Saturday, January 30, 2010

My days are so limited now. The thought of going back to Canberra leaves me with mixed feelings. It means being away from family and close friends (though I do have friends in Canberra too). And there's also...

However I do look forward to the year ahead. With studies and CIF and OCF, I can't help but feel optimistic. I am really excited to know what God has planned for this year. I just hope I'd be ready to move alongside.

OK enough Christian-y monologues.

Hoping to live a distraction-free final year in Canberra. Then we'll see where we go from there...

Tuesday, January 26, 2010

Living in the moment, appreciating every minute.

Monday, January 25, 2010

IMG_0481

Saturday, January 23, 2010

Leaving church, Mono's Silent Flight, Sleeping Dawn played on the radio.
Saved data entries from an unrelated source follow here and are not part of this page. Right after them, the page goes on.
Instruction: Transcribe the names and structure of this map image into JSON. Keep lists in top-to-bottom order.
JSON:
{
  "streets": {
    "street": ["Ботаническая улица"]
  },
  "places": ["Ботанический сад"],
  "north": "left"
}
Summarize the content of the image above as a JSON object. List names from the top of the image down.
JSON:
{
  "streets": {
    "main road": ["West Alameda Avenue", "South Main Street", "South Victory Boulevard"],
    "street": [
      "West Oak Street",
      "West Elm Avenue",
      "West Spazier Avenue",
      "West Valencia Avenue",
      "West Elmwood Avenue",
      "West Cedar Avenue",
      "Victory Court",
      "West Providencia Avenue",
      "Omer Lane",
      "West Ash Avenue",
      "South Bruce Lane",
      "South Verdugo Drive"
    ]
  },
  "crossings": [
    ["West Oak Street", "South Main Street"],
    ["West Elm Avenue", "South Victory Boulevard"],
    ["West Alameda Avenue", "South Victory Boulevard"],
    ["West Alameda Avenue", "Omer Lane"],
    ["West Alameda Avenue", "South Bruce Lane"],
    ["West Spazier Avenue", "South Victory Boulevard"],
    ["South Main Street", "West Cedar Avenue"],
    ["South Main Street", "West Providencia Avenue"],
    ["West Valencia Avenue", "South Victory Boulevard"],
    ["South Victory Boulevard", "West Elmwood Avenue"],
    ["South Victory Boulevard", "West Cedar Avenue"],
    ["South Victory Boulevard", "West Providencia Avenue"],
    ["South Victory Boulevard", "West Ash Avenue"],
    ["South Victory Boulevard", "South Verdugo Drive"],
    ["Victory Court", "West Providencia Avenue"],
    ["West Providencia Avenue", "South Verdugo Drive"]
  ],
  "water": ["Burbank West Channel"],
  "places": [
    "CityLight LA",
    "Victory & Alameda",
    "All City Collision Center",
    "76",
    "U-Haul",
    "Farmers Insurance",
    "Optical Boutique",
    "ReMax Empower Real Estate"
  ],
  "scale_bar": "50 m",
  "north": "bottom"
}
I pictured a scene, in the frame there's the man behind the wheel, and it's fixed on him from the perspective of someone looking standing in front of the car as he's driving on. The frames of this scene are a bit accelerated, like someone's fast forwarding a tape, but not that fast. He's crying as he drives. In the end, he dies. I can't decide between either him crashing or driving into the sea.

I must say, I've been feeling very restless and frustrated of late. Aggression and sorrow is being pent up. I get more agitated and have the tendency to curse under my breath as I am constantly reminded day after day the reality of it all. I really wanted to beat someone up today, and in church to boot. God help me (or him, if I do suddenly snap and go Hulk on the douche.)

I'm aware that this post probably doesn't benefit me in anyway, and probably will lead the people around me to not think of me as well as I'd hope they would.